----- Data records -----
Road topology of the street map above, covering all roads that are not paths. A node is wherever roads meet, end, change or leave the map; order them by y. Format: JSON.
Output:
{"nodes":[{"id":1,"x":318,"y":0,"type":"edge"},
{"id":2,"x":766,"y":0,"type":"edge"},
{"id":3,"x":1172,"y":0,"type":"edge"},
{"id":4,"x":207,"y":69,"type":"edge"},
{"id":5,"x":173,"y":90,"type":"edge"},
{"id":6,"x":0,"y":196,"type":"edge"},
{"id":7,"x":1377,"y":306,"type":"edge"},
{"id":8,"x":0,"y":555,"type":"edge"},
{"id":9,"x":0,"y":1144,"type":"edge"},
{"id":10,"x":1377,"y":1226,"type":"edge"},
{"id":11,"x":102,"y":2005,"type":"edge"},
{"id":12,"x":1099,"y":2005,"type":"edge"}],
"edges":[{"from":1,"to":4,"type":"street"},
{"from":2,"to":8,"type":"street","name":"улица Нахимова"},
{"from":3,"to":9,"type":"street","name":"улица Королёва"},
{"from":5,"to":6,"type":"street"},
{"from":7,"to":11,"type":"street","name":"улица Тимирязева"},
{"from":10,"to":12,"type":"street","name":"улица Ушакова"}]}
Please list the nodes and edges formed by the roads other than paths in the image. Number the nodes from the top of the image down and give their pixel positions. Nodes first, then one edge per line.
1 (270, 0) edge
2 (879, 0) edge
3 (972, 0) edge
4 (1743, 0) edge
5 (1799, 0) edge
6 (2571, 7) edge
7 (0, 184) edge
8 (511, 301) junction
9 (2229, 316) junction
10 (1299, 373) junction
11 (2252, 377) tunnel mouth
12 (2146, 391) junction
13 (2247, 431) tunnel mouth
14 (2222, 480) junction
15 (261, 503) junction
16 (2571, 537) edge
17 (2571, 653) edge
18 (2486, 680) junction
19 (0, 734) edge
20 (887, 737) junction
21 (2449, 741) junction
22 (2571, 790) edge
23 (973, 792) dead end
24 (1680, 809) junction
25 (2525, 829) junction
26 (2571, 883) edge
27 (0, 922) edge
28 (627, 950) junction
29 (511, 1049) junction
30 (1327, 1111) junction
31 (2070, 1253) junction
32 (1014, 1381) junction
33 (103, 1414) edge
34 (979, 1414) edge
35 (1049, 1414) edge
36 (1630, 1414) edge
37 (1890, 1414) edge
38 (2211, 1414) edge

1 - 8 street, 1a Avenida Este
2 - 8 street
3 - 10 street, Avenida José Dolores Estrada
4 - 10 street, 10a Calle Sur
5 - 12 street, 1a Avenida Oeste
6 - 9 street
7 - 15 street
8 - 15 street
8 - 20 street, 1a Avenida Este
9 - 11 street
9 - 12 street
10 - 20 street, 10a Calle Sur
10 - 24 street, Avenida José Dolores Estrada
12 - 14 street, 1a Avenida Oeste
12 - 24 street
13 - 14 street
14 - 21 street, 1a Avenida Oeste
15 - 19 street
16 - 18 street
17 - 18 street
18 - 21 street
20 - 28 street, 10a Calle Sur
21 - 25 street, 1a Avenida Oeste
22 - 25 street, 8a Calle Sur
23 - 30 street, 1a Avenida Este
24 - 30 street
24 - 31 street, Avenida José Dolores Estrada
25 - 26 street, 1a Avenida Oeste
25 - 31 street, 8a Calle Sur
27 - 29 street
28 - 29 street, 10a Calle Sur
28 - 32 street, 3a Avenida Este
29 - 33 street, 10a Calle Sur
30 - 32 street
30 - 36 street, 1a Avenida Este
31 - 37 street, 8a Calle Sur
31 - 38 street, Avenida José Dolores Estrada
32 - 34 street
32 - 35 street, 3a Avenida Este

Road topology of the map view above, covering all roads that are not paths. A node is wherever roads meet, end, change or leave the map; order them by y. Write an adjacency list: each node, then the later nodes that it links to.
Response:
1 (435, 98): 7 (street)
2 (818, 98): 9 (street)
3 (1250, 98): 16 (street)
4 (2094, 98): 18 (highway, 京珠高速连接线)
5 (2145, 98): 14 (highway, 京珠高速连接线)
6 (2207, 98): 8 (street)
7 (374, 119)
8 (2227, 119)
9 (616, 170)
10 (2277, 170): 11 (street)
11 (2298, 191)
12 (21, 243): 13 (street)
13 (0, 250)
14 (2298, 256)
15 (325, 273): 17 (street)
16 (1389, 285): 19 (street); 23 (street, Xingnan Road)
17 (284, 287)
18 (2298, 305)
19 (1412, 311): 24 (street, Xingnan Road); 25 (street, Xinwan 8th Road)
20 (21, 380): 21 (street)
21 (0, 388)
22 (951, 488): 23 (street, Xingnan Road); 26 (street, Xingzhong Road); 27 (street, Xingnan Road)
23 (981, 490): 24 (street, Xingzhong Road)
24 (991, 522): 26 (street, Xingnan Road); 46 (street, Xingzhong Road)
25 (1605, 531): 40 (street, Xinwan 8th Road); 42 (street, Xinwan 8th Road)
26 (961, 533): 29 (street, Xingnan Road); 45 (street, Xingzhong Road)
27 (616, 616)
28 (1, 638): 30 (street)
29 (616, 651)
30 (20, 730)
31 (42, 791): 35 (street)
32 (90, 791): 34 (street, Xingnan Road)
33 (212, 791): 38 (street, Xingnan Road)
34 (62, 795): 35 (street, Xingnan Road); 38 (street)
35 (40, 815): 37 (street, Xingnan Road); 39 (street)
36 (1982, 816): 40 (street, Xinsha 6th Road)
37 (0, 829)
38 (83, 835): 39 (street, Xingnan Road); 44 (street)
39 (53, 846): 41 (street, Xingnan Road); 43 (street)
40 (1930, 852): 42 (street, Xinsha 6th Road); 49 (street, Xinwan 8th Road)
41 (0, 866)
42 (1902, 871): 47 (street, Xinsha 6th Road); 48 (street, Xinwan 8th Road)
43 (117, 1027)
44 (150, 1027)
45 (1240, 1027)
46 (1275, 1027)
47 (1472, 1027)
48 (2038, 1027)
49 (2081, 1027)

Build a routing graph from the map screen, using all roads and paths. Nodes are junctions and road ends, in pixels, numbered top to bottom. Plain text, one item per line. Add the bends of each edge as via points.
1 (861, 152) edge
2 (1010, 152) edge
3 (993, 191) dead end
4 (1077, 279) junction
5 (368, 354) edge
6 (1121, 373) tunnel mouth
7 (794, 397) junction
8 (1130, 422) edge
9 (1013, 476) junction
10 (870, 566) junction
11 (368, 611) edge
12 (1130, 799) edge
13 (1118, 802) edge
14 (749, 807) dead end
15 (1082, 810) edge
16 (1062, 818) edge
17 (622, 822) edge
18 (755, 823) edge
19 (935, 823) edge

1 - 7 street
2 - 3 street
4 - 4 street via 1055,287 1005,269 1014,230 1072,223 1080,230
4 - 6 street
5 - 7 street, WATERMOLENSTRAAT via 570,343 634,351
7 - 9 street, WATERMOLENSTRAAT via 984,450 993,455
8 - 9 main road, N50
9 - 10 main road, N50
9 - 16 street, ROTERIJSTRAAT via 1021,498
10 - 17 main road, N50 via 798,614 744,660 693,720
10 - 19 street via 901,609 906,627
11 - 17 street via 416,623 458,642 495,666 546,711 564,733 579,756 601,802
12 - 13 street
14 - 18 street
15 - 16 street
-----
Above are some records; extract every one of them exactly.

Road topology of the street map above, covering all roads that are not paths. A node is wherever roads meet, end, change or leave the map; order them by y. Format: JSON.
Output:
{"nodes":[{"id":1,"x":318,"y":0,"type":"edge"},
{"id":2,"x":766,"y":0,"type":"edge"},
{"id":3,"x":1172,"y":0,"type":"edge"},
{"id":4,"x":207,"y":69,"type":"edge"},
{"id":5,"x":173,"y":90,"type":"edge"},
{"id":6,"x":0,"y":196,"type":"edge"},
{"id":7,"x":1377,"y":306,"type":"edge"},
{"id":8,"x":0,"y":555,"type":"edge"},
{"id":9,"x":0,"y":1144,"type":"edge"},
{"id":10,"x":1377,"y":1226,"type":"edge"},
{"id":11,"x":102,"y":2005,"type":"edge"},
{"id":12,"x":1099,"y":2005,"type":"edge"}],
"edges":[{"from":1,"to":4,"type":"street"},
{"from":2,"to":8,"type":"street","name":"улица Нахимова"},
{"from":3,"to":9,"type":"street","name":"улица Королёва"},
{"from":5,"to":6,"type":"street"},
{"from":7,"to":11,"type":"street","name":"улица Тимирязева"},
{"from":10,"to":12,"type":"street","name":"улица Ушакова"}]}
Please list the nodes and edges formed by the roads other than paths in the image. Number the nodes from the top of the image down and give their pixel positions. Nodes first, then one edge per line.
1 (270, 0) edge
2 (879, 0) edge
3 (972, 0) edge
4 (1743, 0) edge
5 (1799, 0) edge
6 (2571, 7) edge
7 (0, 184) edge
8 (511, 301) junction
9 (2229, 316) junction
10 (1299, 373) junction
11 (2252, 377) tunnel mouth
12 (2146, 391) junction
13 (2247, 431) tunnel mouth
14 (2222, 480) junction
15 (261, 503) junction
16 (2571, 537) edge
17 (2571, 653) edge
18 (2486, 680) junction
19 (0, 734) edge
20 (887, 737) junction
21 (2449, 741) junction
22 (2571, 790) edge
23 (973, 792) dead end
24 (1680, 809) junction
25 (2525, 829) junction
26 (2571, 883) edge
27 (0, 922) edge
28 (627, 950) junction
29 (511, 1049) junction
30 (1327, 1111) junction
31 (2070, 1253) junction
32 (1014, 1381) junction
33 (103, 1414) edge
34 (979, 1414) edge
35 (1049, 1414) edge
36 (1630, 1414) edge
37 (1890, 1414) edge
38 (2211, 1414) edge

1 - 8 street, 1a Avenida Este
2 - 8 street
3 - 10 street, Avenida José Dolores Estrada
4 - 10 street, 10a Calle Sur
5 - 12 street, 1a Avenida Oeste
6 - 9 street
7 - 15 street
8 - 15 street
8 - 20 street, 1a Avenida Este
9 - 11 street
9 - 12 street
10 - 20 street, 10a Calle Sur
10 - 24 street, Avenida José Dolores Estrada
12 - 14 street, 1a Avenida Oeste
12 - 24 street
13 - 14 street
14 - 21 street, 1a Avenida Oeste
15 - 19 street
16 - 18 street
17 - 18 street
18 - 21 street
20 - 28 street, 10a Calle Sur
21 - 25 street, 1a Avenida Oeste
22 - 25 street, 8a Calle Sur
23 - 30 street, 1a Avenida Este
24 - 30 street
24 - 31 street, Avenida José Dolores Estrada
25 - 26 street, 1a Avenida Oeste
25 - 31 street, 8a Calle Sur
27 - 29 street
28 - 29 street, 10a Calle Sur
28 - 32 street, 3a Avenida Este
29 - 33 street, 10a Calle Sur
30 - 32 street
30 - 36 street, 1a Avenida Este
31 - 37 street, 8a Calle Sur
31 - 38 street, Avenida José Dolores Estrada
32 - 34 street
32 - 35 street, 3a Avenida Este

Road topology of the map view above, covering all roads that are not paths. A node is wherever roads meet, end, change or leave the map; order them by y. Write an adjacency list: each node, then the later nodes that it links to.
Response:
1 (435, 98): 7 (street)
2 (818, 98): 9 (street)
3 (1250, 98): 16 (street)
4 (2094, 98): 18 (highway, 京珠高速连接线)
5 (2145, 98): 14 (highway, 京珠高速连接线)
6 (2207, 98): 8 (street)
7 (374, 119)
8 (2227, 119)
9 (616, 170)
10 (2277, 170): 11 (street)
11 (2298, 191)
12 (21, 243): 13 (street)
13 (0, 250)
14 (2298, 256)
15 (325, 273): 17 (street)
16 (1389, 285): 19 (street); 23 (street, Xingnan Road)
17 (284, 287)
18 (2298, 305)
19 (1412, 311): 24 (street, Xingnan Road); 25 (street, Xinwan 8th Road)
20 (21, 380): 21 (street)
21 (0, 388)
22 (951, 488): 23 (street, Xingnan Road); 26 (street, Xingzhong Road); 27 (street, Xingnan Road)
23 (981, 490): 24 (street, Xingzhong Road)
24 (991, 522): 26 (street, Xingnan Road); 46 (street, Xingzhong Road)
25 (1605, 531): 40 (street, Xinwan 8th Road); 42 (street, Xinwan 8th Road)
26 (961, 533): 29 (street, Xingnan Road); 45 (street, Xingzhong Road)
27 (616, 616)
28 (1, 638): 30 (street)
29 (616, 651)
30 (20, 730)
31 (42, 791): 35 (street)
32 (90, 791): 34 (street, Xingnan Road)
33 (212, 791): 38 (street, Xingnan Road)
34 (62, 795): 35 (street, Xingnan Road); 38 (street)
35 (40, 815): 37 (street, Xingnan Road); 39 (street)
36 (1982, 816): 40 (street, Xinsha 6th Road)
37 (0, 829)
38 (83, 835): 39 (street, Xingnan Road); 44 (street)
39 (53, 846): 41 (street, Xingnan Road); 43 (street)
40 (1930, 852): 42 (street, Xinsha 6th Road); 49 (street, Xinwan 8th Road)
41 (0, 866)
42 (1902, 871): 47 (street, Xinsha 6th Road); 48 (street, Xinwan 8th Road)
43 (117, 1027)
44 (150, 1027)
45 (1240, 1027)
46 (1275, 1027)
47 (1472, 1027)
48 (2038, 1027)
49 (2081, 1027)

Build a routing graph from the map screen, using all roads and paths. Nodes are junctions and road ends, in pixels, numbered top to bottom. Plain text, one item per line. Add the bends of each edge as via points.
1 (861, 152) edge
2 (1010, 152) edge
3 (993, 191) dead end
4 (1077, 279) junction
5 (368, 354) edge
6 (1121, 373) tunnel mouth
7 (794, 397) junction
8 (1130, 422) edge
9 (1013, 476) junction
10 (870, 566) junction
11 (368, 611) edge
12 (1130, 799) edge
13 (1118, 802) edge
14 (749, 807) dead end
15 (1082, 810) edge
16 (1062, 818) edge
17 (622, 822) edge
18 (755, 823) edge
19 (935, 823) edge

1 - 7 street
2 - 3 street
4 - 4 street via 1055,287 1005,269 1014,230 1072,223 1080,230
4 - 6 street
5 - 7 street, WATERMOLENSTRAAT via 570,343 634,351
7 - 9 street, WATERMOLENSTRAAT via 984,450 993,455
8 - 9 main road, N50
9 - 10 main road, N50
9 - 16 street, ROTERIJSTRAAT via 1021,498
10 - 17 main road, N50 via 798,614 744,660 693,720
10 - 19 street via 901,609 906,627
11 - 17 street via 416,623 458,642 495,666 546,711 564,733 579,756 601,802
12 - 13 street
14 - 18 street
15 - 16 street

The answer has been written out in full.